The report represents a year and half’s worth of research and discussion from a council of students, faculty, staff and alumni. Members of the Tufts community were invited to provide feedback on the report before the Council releases a final report later in the semester.
To begin the conversation, Monaco said that, though many minority students reflect positively on their time at Tufts, they have often felt pressured to explain issues of diversity to their peers.
“What I heard in those discussions [with students] is that the burden is too much for students to be constantly, on an every day basis, to be dealing with what we call ‘micro-aggressions,’” Monaco said. “It was that motivation that really got me to think about creating a diversity council.”
Erica Satin-Hernanadez (LA ’13) said she was glad that the university did not see the fulfillment of one class as sufficient education on diversity but instead took the approach of an ongoing process, incorporating these issues into the curricula for all classes.
“The move toward social justice underlying all things on the campus especially in course work as a requirement for all students [is extremely important],” she said.

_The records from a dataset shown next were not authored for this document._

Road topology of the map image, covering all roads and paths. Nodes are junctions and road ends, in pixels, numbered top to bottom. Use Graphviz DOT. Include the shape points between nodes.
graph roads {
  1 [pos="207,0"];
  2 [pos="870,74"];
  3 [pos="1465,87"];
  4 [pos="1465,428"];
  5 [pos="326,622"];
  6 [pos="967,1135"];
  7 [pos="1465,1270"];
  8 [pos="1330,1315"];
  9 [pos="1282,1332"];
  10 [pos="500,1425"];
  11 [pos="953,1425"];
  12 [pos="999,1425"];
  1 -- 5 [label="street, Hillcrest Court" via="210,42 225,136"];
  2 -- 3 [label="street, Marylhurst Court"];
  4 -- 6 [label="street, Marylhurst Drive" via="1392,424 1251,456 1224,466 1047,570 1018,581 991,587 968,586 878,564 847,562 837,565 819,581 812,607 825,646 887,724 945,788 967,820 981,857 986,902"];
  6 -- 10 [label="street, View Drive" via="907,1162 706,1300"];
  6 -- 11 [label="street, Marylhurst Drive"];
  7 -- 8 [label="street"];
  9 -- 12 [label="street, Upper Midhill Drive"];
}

On the other hand, junior John Kelly voiced concern about the way that diversity learning is integrated into course work. Often times, he said, classes only address how people of color or of diverse sexual orientations are relevant in the class topic for about a week and then move on without mentioning these groups again.
“I don’t see anything in this report that’s going to change that and that worries me because I don’t think that’s an effective way to teach things like social justice,” Kelly said.

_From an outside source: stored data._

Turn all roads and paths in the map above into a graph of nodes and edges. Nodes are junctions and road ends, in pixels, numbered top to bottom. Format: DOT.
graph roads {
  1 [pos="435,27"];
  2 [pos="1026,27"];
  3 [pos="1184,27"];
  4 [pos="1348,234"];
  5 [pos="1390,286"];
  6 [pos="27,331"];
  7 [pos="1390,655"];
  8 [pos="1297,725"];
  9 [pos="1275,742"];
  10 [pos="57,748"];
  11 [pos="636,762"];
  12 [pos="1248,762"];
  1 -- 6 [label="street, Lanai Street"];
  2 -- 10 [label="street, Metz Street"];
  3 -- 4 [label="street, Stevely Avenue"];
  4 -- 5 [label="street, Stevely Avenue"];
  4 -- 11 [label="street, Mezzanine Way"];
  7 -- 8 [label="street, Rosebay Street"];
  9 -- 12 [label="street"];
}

Zavala replied that these questions are to be examined in the university’s next step — determining how to best implement the new policies. She added that faculty members are the ones with the most control over their course curriculums.
“We understand that students are eager to see this plan on the ground,” Zavala said. “What we’re saying is that this has to be multidisciplinary, multi-prong and you have to get the faculty on board with that.”

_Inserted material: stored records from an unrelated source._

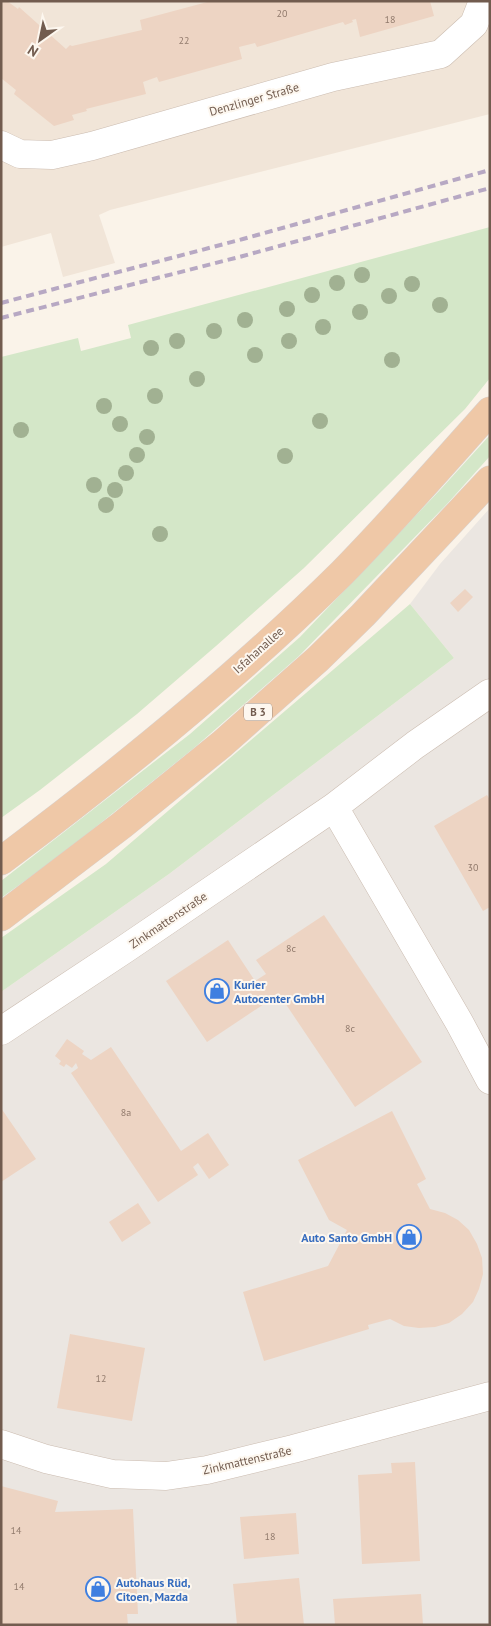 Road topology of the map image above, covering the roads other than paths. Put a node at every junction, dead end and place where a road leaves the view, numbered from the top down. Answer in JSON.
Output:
{"nodes":[{"id":1,"x":483,"y":1,"type":"edge"},
{"id":2,"x":1,"y":145,"type":"edge"},
{"id":3,"x":490,"y":411,"type":"edge"},
{"id":4,"x":490,"y":480,"type":"edge"},
{"id":5,"x":490,"y":693,"type":"edge"},
{"id":6,"x":334,"y":807,"type":"junction"},
{"id":7,"x":1,"y":861,"type":"edge"},
{"id":8,"x":1,"y":916,"type":"edge"},
{"id":9,"x":1,"y":1030,"type":"edge"},
{"id":10,"x":490,"y":1080,"type":"edge"},
{"id":11,"x":490,"y":1396,"type":"edge"},
{"id":12,"x":1,"y":1444,"type":"edge"}],
"edges":[{"from":1,"to":2,"type":"street","name":"Denzlinger Straße"},
{"from":3,"to":7,"type":"highway","name":"Isfahanallee"},
{"from":4,"to":8,"type":"highway","number":"B 3"},
{"from":5,"to":6,"type":"street","name":"Zinkmattenstraße"},
{"from":6,"to":9,"type":"street","name":"Zinkmattenstraße"},
{"from":6,"to":10,"type":"street"},
{"from":11,"to":12,"type":"street","name":"Zinkmattenstraße"}]}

Senior Grainne Griffiths spoke next about engaging not only underrepresented groups but also students in the majority about changing campus atmosphere. Griffiths explained that it was important to get these students to recognize their own identities and privileges.
“There’s lots of talk about engaging historically marginalized students and underrepresented students but there’s very little about engaging the students in the majority, and I think that’s critical,” she said.
Kelly said that he felt that the faculty members reviewing the report had not addressed many of the issues that he and other students had outlined during last semester’s meeting, such as its broad definition of “diversity.”
“It’s time-consuming, it’s frustrating, it’s traumatizing and nothing seems to be getting done,” he said.
Zavala said she stood by the report’s definition, which needed to be broad enough to include all facets of the student experience. She also assured Kelly that she had reviewed all the notes from previous meetings and had made all the changes she thought were necessary.
“We are listening,” she said. “I will ultimately say that I stand by the report. It’s not a roadmap that tells you exactly when to turn right or left, but it’s a way of looking towards accountability and campus climate.”
Regarding the report’s goal to extend awareness of diversity into all classes, Professor in the Department of Computer Science Lenore Cowen said there was not a real peace and justice component to mathematics.
As a female graduate of the Massachusetts Institute of Technology, she said she was often aware of being the only enrolled woman in certain classes. However, she didn’t want the professor to treat her any differently because of her gender.
“Every now and then, people just want you to be gender-blind, color-blind, [blind to sexual orientation],” Cowen said. “Just treat them as people and understand that their experience is different.”
Zavala argued that there were areas of math that should be examined with a gender context.
“I recognize that there are certain departments that will find it challenging to engage with how to be true to the values of Tufts,” she said. “What I guess I want to say is nobody gets a pass.”
In response to specific concerns like the falling retention rate of students of color at the university, Monaco said that part of the reason for his recent trips around the country was to generate the funds to fix these problems. Just this past week, after discussing this issue with alumni, an alumnus pledged $100,000 toward increasing financial aid, he said.
“I’m not out there telling them only that Tufts is wonderful,” he said. “I’m out there telling them what the challenges are and how, as alumni, they can help us.”
Several students, including Rae Axner, expressed concern about the role that students will play in the next steps of finalizing and implementing the report.